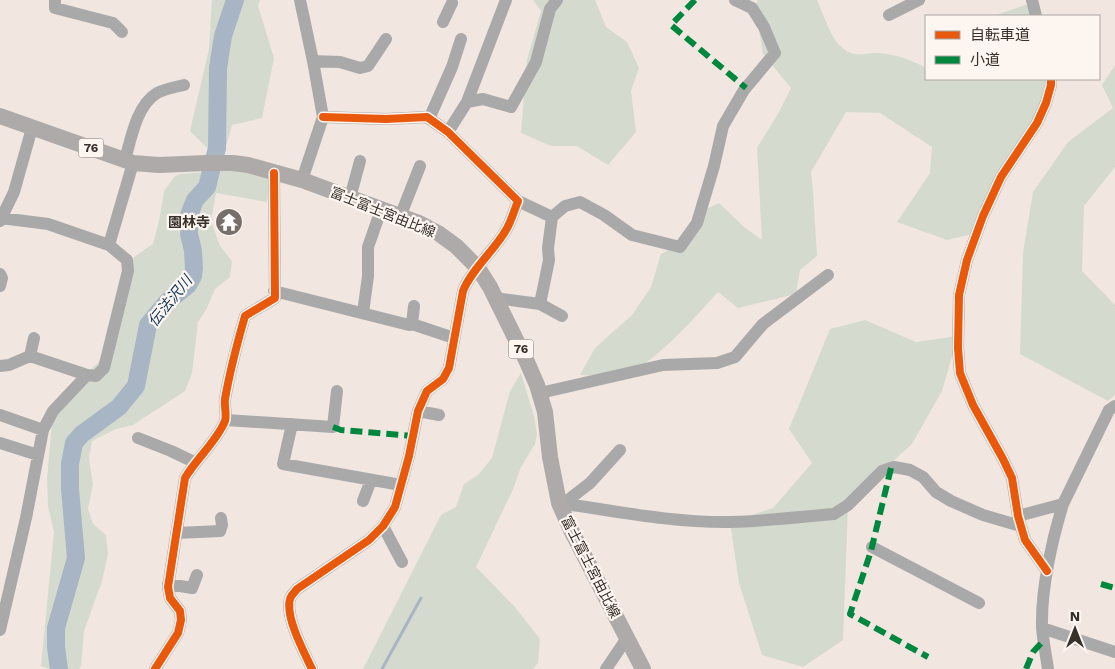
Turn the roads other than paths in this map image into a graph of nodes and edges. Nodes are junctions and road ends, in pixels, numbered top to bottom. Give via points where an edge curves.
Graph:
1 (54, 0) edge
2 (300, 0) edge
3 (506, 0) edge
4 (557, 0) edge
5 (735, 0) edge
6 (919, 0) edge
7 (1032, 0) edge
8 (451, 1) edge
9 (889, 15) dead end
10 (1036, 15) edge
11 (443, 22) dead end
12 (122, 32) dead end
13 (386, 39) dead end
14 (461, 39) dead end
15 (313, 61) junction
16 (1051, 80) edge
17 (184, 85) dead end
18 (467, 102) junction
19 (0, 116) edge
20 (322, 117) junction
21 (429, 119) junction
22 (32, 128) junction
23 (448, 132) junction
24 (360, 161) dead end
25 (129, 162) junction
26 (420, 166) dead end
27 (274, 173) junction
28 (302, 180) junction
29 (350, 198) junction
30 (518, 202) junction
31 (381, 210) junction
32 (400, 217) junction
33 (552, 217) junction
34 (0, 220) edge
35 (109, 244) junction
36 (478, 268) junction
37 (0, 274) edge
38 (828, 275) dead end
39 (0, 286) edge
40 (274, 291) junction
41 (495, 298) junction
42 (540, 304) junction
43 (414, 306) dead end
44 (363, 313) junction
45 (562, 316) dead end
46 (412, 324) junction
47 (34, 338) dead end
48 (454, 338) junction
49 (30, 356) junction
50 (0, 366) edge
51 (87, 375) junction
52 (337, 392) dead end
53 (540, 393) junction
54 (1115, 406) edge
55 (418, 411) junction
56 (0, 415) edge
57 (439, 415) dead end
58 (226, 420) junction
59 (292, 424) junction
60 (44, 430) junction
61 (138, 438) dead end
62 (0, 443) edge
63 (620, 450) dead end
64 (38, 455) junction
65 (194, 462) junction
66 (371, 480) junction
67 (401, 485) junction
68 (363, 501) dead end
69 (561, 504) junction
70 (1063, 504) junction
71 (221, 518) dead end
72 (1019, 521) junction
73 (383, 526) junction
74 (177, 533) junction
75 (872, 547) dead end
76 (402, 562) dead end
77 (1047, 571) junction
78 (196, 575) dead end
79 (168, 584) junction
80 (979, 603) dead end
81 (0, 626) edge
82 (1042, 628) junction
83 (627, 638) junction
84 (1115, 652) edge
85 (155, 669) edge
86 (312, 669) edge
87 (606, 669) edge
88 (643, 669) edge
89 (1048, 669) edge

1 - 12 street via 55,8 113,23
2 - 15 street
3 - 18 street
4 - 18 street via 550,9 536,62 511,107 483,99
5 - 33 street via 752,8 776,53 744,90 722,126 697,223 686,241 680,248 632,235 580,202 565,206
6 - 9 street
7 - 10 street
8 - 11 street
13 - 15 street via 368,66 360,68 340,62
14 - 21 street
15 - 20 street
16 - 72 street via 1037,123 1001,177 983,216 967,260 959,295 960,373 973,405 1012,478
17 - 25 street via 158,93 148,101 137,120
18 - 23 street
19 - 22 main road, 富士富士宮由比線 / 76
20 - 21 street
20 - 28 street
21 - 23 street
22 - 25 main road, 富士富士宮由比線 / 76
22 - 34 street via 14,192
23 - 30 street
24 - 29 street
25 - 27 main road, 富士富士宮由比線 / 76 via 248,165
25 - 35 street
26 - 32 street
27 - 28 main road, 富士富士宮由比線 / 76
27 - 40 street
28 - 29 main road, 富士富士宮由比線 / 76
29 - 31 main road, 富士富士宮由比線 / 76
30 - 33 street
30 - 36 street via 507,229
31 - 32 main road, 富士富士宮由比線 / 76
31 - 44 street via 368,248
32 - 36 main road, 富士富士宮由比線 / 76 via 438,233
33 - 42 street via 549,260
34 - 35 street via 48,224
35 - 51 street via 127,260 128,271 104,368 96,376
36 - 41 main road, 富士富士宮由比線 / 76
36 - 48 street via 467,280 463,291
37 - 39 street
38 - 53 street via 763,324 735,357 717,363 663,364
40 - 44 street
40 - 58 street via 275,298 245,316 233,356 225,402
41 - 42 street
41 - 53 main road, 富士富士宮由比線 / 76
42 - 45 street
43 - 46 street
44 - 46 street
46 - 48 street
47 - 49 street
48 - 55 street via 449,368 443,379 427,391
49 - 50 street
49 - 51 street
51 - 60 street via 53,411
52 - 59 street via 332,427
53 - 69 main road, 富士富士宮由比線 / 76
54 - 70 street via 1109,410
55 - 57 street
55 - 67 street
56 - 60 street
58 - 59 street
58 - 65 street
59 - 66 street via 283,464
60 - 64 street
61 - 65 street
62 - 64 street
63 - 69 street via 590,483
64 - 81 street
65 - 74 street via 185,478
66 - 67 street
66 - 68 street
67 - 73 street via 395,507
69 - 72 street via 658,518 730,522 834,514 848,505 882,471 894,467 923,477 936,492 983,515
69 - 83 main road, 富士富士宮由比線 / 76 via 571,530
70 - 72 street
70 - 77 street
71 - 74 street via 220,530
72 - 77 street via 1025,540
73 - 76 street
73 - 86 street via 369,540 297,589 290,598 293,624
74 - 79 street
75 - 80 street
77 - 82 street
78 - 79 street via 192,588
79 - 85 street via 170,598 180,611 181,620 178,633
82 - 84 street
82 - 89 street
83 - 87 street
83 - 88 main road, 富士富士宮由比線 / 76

----

Exercise prompt: Each record must be set down again without alteration, and no picture may be carried over.

Result for this task:
Turn the roads other than paths in this map image into a graph of nodes and edges. Nodes are junctions and road ends, in pixels, numbered top to bottom. Give via points where an edge curves.
Graph:
1 (54, 0) edge
2 (300, 0) edge
3 (506, 0) edge
4 (557, 0) edge
5 (735, 0) edge
6 (919, 0) edge
7 (1032, 0) edge
8 (451, 1) edge
9 (889, 15) dead end
10 (1036, 15) edge
11 (443, 22) dead end
12 (122, 32) dead end
13 (386, 39) dead end
14 (461, 39) dead end
15 (313, 61) junction
16 (1051, 80) edge
17 (184, 85) dead end
18 (467, 102) junction
19 (0, 116) edge
20 (322, 117) junction
21 (429, 119) junction
22 (32, 128) junction
23 (448, 132) junction
24 (360, 161) dead end
25 (129, 162) junction
26 (420, 166) dead end
27 (274, 173) junction
28 (302, 180) junction
29 (350, 198) junction
30 (518, 202) junction
31 (381, 210) junction
32 (400, 217) junction
33 (552, 217) junction
34 (0, 220) edge
35 (109, 244) junction
36 (478, 268) junction
37 (0, 274) edge
38 (828, 275) dead end
39 (0, 286) edge
40 (274, 291) junction
41 (495, 298) junction
42 (540, 304) junction
43 (414, 306) dead end
44 (363, 313) junction
45 (562, 316) dead end
46 (412, 324) junction
47 (34, 338) dead end
48 (454, 338) junction
49 (30, 356) junction
50 (0, 366) edge
51 (87, 375) junction
52 (337, 392) dead end
53 (540, 393) junction
54 (1115, 406) edge
55 (418, 411) junction
56 (0, 415) edge
57 (439, 415) dead end
58 (226, 420) junction
59 (292, 424) junction
60 (44, 430) junction
61 (138, 438) dead end
62 (0, 443) edge
63 (620, 450) dead end
64 (38, 455) junction
65 (194, 462) junction
66 (371, 480) junction
67 (401, 485) junction
68 (363, 501) dead end
69 (561, 504) junction
70 (1063, 504) junction
71 (221, 518) dead end
72 (1019, 521) junction
73 (383, 526) junction
74 (177, 533) junction
75 (872, 547) dead end
76 (402, 562) dead end
77 (1047, 571) junction
78 (196, 575) dead end
79 (168, 584) junction
80 (979, 603) dead end
81 (0, 626) edge
82 (1042, 628) junction
83 (627, 638) junction
84 (1115, 652) edge
85 (155, 669) edge
86 (312, 669) edge
87 (606, 669) edge
88 (643, 669) edge
89 (1048, 669) edge

1 - 12 street via 55,8 113,23
2 - 15 street
3 - 18 street
4 - 18 street via 550,9 536,62 511,107 483,99
5 - 33 street via 752,8 776,53 744,90 722,126 697,223 686,241 680,248 632,235 580,202 565,206
6 - 9 street
7 - 10 street
8 - 11 street
13 - 15 street via 368,66 360,68 340,62
14 - 21 street
15 - 20 street
16 - 72 street via 1037,123 1001,177 983,216 967,260 959,295 960,373 973,405 1012,478
17 - 25 street via 158,93 148,101 137,120
18 - 23 street
19 - 22 main road, 富士富士宮由比線 / 76
20 - 21 street
20 - 28 street
21 - 23 street
22 - 25 main road, 富士富士宮由比線 / 76
22 - 34 street via 14,192
23 - 30 street
24 - 29 street
25 - 27 main road, 富士富士宮由比線 / 76 via 248,165
25 - 35 street
26 - 32 street
27 - 28 main road, 富士富士宮由比線 / 76
27 - 40 street
28 - 29 main road, 富士富士宮由比線 / 76
29 - 31 main road, 富士富士宮由比線 / 76
30 - 33 street
30 - 36 street via 507,229
31 - 32 main road, 富士富士宮由比線 / 76
31 - 44 street via 368,248
32 - 36 main road, 富士富士宮由比線 / 76 via 438,233
33 - 42 street via 549,260
34 - 35 street via 48,224
35 - 51 street via 127,260 128,271 104,368 96,376
36 - 41 main road, 富士富士宮由比線 / 76
36 - 48 street via 467,280 463,291
37 - 39 street
38 - 53 street via 763,324 735,357 717,363 663,364
40 - 44 street
40 - 58 street via 275,298 245,316 233,356 225,402
41 - 42 street
41 - 53 main road, 富士富士宮由比線 / 76
42 - 45 street
43 - 46 street
44 - 46 street
46 - 48 street
47 - 49 street
48 - 55 street via 449,368 443,379 427,391
49 - 50 street
49 - 51 street
51 - 60 street via 53,411
52 - 59 street via 332,427
53 - 69 main road, 富士富士宮由比線 / 76
54 - 70 street via 1109,410
55 - 57 street
55 - 67 street
56 - 60 street
58 - 59 street
58 - 65 street
59 - 66 street via 283,464
60 - 64 street
61 - 65 street
62 - 64 street
63 - 69 street via 590,483
64 - 81 street
65 - 74 street via 185,478
66 - 67 street
66 - 68 street
67 - 73 street via 395,507
69 - 72 street via 658,518 730,522 834,514 848,505 882,471 894,467 923,477 936,492 983,515
69 - 83 main road, 富士富士宮由比線 / 76 via 571,530
70 - 72 street
70 - 77 street
71 - 74 street via 220,530
72 - 77 street via 1025,540
73 - 76 street
73 - 86 street via 369,540 297,589 290,598 293,624
74 - 79 street
75 - 80 street
77 - 82 street
78 - 79 street via 192,588
79 - 85 street via 170,598 180,611 181,620 178,633
82 - 84 street
82 - 89 street
83 - 87 street
83 - 88 main road, 富士富士宮由比線 / 76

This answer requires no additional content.